Wschodnia flanka NATO dokonuje jakościowego skoku

Jeśli porównać wydatki na zbrojenia do rozmiarów gospodarek, to państwa wschodniej flanki NATO wydają na ten cel najwięcej w Sojuszu. Choć to wciąż za mało w stosunku do potrzeb – mówią agencji Bloomberg topowi rozmówcy z obszaru wojskowości. Wydatki na sprzęt to jednak nie wszystko, za tym powinny iść szkolenia personelu.

Reklama

“Po 20 latach, gdy nie robiono prawie nic, to skok z urządzeń pierwszej lub drugiej generacji prosto do czwartej lub piątej generacji” – skomentował generał Daniel Zmeko, szef sztabu słowackich sił zbrojnych. „To jak skok z procesora 386 do dzisiejszych najbardziej zaawansowanych rozwiązań wielordzeniowych o charakterze sieciowym” – dodał.

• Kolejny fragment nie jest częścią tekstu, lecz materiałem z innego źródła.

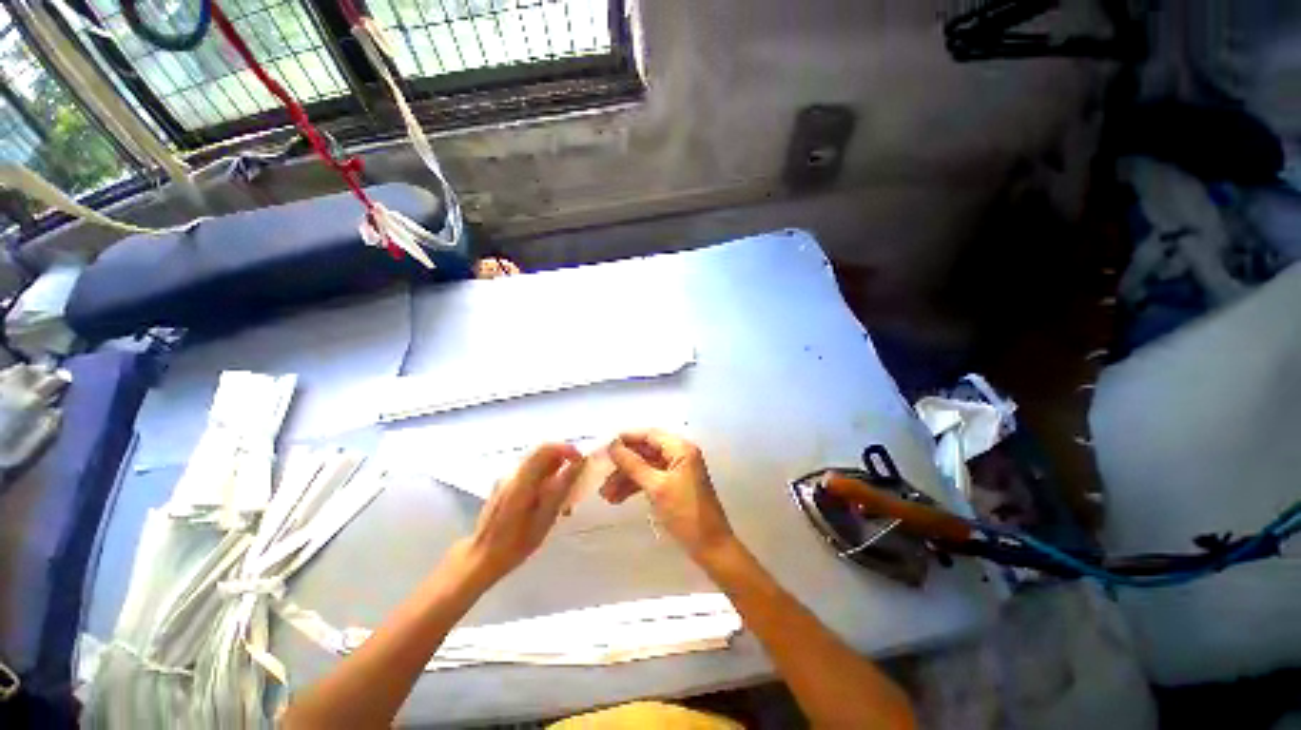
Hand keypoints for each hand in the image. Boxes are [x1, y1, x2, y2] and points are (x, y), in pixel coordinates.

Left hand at [461, 443, 583, 582]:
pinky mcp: (504, 486)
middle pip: (541, 452)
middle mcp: (512, 473)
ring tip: (566, 489)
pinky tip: (549, 497)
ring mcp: (506, 478)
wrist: (481, 558)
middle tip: (577, 474)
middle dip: (562, 458)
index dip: (567, 449)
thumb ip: (561, 488)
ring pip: (536, 461)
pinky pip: (529, 471)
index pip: (547, 448)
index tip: (581, 461)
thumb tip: (578, 465)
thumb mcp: (544, 517)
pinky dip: (544, 475)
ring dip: (554, 467)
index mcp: (521, 479)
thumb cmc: (515, 543)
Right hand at [601, 430, 735, 560]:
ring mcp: (677, 470)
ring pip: (646, 467)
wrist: (710, 547)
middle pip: (646, 451)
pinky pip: (651, 479)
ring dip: (626, 478)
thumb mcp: (656, 487)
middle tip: (602, 475)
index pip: (649, 435)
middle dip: (623, 464)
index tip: (604, 448)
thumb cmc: (685, 513)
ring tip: (606, 495)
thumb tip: (613, 445)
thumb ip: (633, 465)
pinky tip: (618, 498)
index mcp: (681, 448)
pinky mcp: (674, 485)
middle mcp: (680, 454)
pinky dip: (635, 487)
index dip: (626, 439)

Ale to nie jest też tak – czytamy w agencji Bloomberg – że inne państwa NATO wydawały odpowiednio dużo na zbrojenia. Gdy Donald Trump był prezydentem USA, to bardzo ostro krytykował tych członków Sojuszu, którzy wydawali mniej niż obiecane 2 proc. PKB, a przez to w zbyt dużym stopniu opierali swoje bezpieczeństwo o USA. Chodziło wówczas głównie państwa Europy Zachodniej.

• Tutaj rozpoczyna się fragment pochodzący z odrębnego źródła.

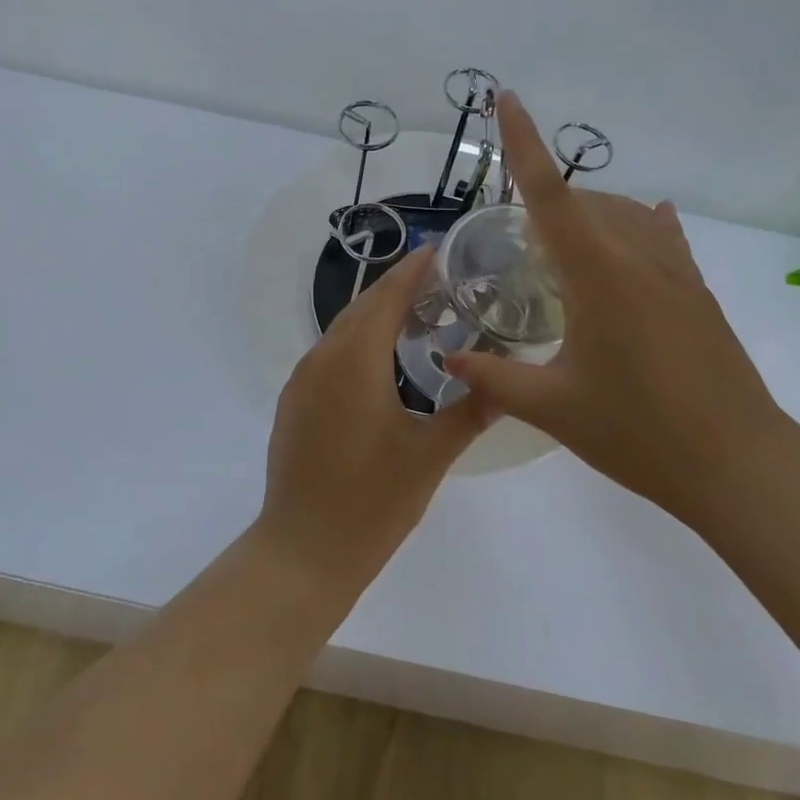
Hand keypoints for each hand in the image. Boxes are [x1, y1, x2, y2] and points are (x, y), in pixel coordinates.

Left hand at [256, 246, 489, 590]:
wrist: (303, 549)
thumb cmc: (372, 501)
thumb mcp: (430, 456)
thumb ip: (469, 412)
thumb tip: (505, 384)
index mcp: (355, 360)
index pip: (386, 297)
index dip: (412, 271)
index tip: (437, 250)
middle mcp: (322, 358)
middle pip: (361, 307)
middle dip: (395, 287)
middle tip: (436, 280)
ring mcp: (301, 380)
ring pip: (341, 329)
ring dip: (374, 314)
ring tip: (414, 313)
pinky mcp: (293, 402)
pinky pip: (327, 354)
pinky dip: (355, 341)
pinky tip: (378, 360)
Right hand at [444, 93, 799, 527]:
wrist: (739, 464)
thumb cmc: (637, 433)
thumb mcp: (552, 408)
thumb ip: (493, 378)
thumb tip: (448, 358)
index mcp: (596, 274)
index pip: (548, 194)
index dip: (522, 143)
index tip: (506, 98)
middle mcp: (636, 257)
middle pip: (582, 200)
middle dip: (544, 199)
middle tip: (514, 239)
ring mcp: (674, 272)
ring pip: (623, 214)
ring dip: (586, 213)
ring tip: (559, 247)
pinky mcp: (697, 292)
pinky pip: (661, 237)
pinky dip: (639, 223)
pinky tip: (641, 221)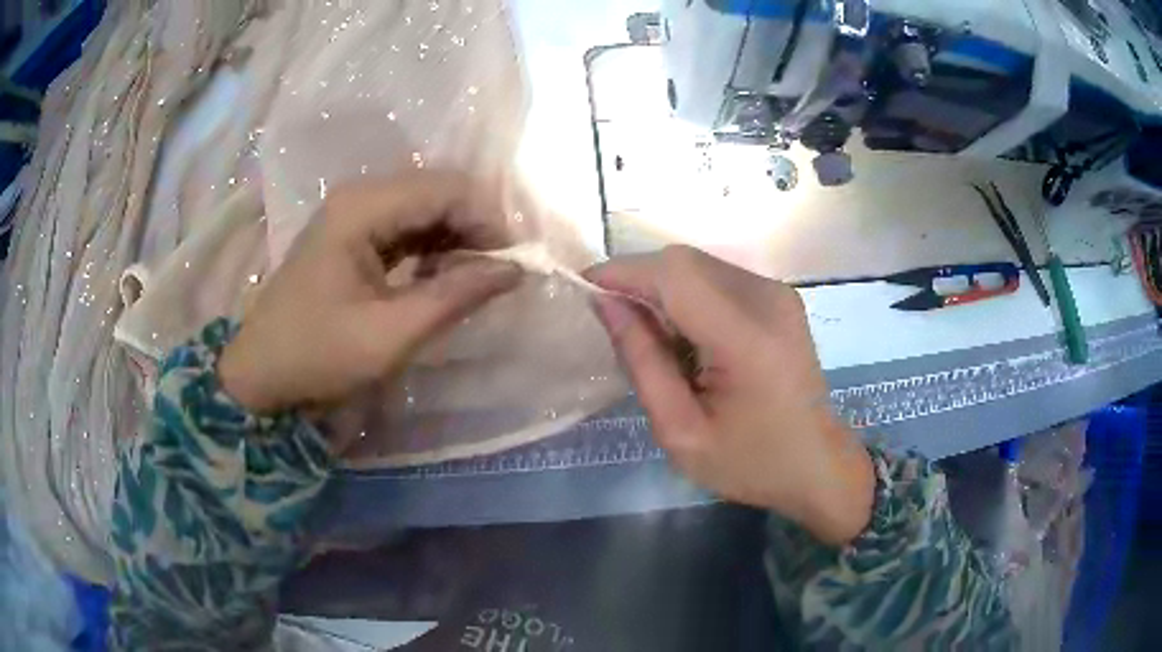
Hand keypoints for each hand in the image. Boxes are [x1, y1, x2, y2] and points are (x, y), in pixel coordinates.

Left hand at [218, 172, 520, 423]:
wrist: (261, 375)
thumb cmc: (318, 356)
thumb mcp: (391, 335)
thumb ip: (455, 296)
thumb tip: (516, 270)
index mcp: (362, 208)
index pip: (447, 189)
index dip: (488, 220)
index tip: (513, 266)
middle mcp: (359, 196)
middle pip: (438, 191)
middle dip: (476, 228)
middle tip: (498, 276)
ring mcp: (354, 213)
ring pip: (426, 208)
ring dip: (457, 239)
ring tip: (474, 282)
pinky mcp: (352, 234)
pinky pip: (407, 227)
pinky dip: (433, 249)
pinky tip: (441, 278)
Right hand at [585, 246, 873, 545]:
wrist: (816, 464)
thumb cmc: (750, 462)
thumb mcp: (680, 431)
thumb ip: (641, 362)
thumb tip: (605, 303)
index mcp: (747, 338)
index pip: (674, 275)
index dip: (623, 272)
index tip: (585, 289)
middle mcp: (767, 299)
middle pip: (684, 261)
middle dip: (639, 281)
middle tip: (616, 325)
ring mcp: (778, 293)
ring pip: (698, 265)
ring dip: (663, 289)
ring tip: (653, 340)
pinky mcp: (779, 296)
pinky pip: (717, 277)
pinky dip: (687, 296)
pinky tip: (686, 337)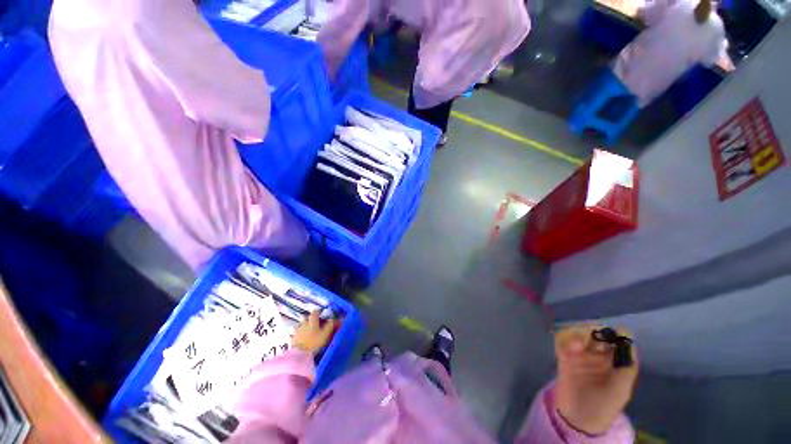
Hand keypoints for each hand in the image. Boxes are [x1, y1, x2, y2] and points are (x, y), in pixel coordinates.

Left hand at [292, 312, 337, 353]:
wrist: (299, 355)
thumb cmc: (314, 343)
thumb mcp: (325, 334)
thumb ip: (330, 325)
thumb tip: (335, 319)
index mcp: (312, 320)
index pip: (315, 311)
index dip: (319, 312)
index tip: (322, 315)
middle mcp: (304, 323)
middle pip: (308, 318)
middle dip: (312, 320)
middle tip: (317, 325)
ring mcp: (297, 330)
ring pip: (302, 325)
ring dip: (305, 327)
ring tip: (310, 333)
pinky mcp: (293, 338)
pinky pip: (297, 333)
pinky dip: (301, 334)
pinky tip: (304, 339)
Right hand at [554, 324, 638, 435]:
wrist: (578, 418)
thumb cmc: (604, 406)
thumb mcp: (620, 390)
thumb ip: (626, 368)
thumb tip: (629, 343)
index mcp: (616, 362)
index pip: (619, 341)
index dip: (617, 335)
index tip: (613, 332)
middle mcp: (599, 355)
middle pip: (597, 333)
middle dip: (593, 330)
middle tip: (589, 335)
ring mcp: (580, 354)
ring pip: (579, 333)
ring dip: (577, 334)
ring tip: (575, 345)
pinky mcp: (564, 356)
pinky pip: (563, 341)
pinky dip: (564, 340)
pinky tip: (566, 348)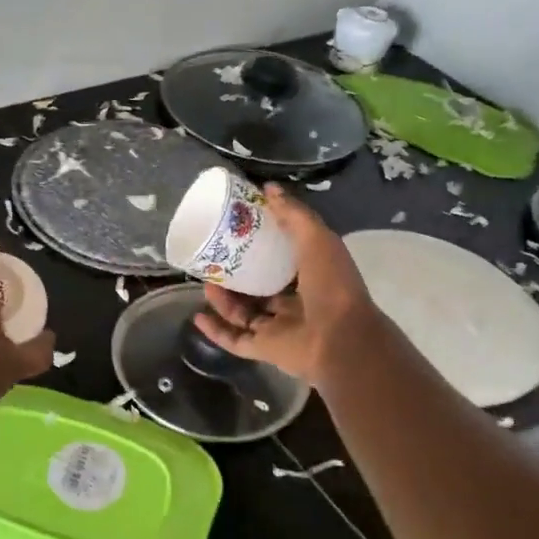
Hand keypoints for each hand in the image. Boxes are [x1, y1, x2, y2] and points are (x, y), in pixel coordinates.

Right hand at [191, 184, 380, 386]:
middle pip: (259, 288)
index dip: (263, 245)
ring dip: (223, 300)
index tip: (240, 230)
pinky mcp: (264, 350)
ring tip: (206, 281)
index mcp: (312, 276)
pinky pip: (235, 340)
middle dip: (237, 275)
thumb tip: (268, 189)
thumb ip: (293, 214)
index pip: (284, 259)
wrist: (340, 338)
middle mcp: (295, 302)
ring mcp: (279, 328)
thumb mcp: (316, 238)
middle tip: (214, 259)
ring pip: (244, 313)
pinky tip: (198, 316)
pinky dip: (216, 331)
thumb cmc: (331, 284)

Państwa wschodniej flanki NATO zaczęły zwiększać wydatki na zbrojenia już w 2014 roku, gdy Rosja dokonała aneksji Krymu, a późniejsze wydarzenia, w szczególności pełnoskalowa inwazja Rosji na Ukrainę z 2022 roku, jeszcze bardziej wzmocniły ten trend. W efekcie dziś Estonia w ciągu ostatnich 18 miesięcy wydała na zbrojenia więcej, niż w ciągu ostatnich 30 lat – ocenił Magnus-Valdemar Saar, szef estońskiej agencji ds. zamówień wojskowych. Teraz kraj wydaje 3,4 proc. PKB na wojsko.

Polska liderem zbrojeń w NATO

Obecnie w gronie 7 państw NATO, które wydają na obronność najwięcej w stosunku to PKB, aż 5 to państwa wschodniej flanki Sojuszu. Polska z wydatkami na obronność powyżej 4 proc. stoi na czele tego zestawienia.

ikona lupy />
Wydatki na obronność europejskich państw NATO jako odsetek PKB - szacunki na 2024 rok / Bloomberg

Napływ nowego sprzętu podniósł morale w armii – ocenia dla Bloomberga gen. bryg. Grzegorz Potrzuski, który kieruje Zarządem Wojsk Rakietowych i Artylerii. Gen. Potrzuski jest odpowiedzialny za integrację amerykańskich wyrzutni rakiet i koreańskich haubic do polskiej armii. Sprzęt ten ma zastąpić maszyny jeszcze z czasów Układu Warszawskiego. Dla gen. Potrzuskiego taka wymiana to jak przejście z Fiata 126p do Mercedesa klasy S.

„Takiego czasu nie było w Polsce od dekad” – ocenił generał. „Patrząc na rozwój sił zbrojnych, w mojej opinii będziemy jedną z silniejszych armii – na pewno w tej części Europy, ale także w NATO” – dodał.

W ślad za inwestycjami w sprzęt idą mają iść także inwestycje w kapitał ludzki i zwiększenie liczebności armii. Polska zobowiązała się do ponad dwukrotnego zwiększenia liczby zawodowych żołnierzy do poziomu 250 tys. do 2030 roku. Pod koniec 2023 roku liczba ta wynosiła 134 tys.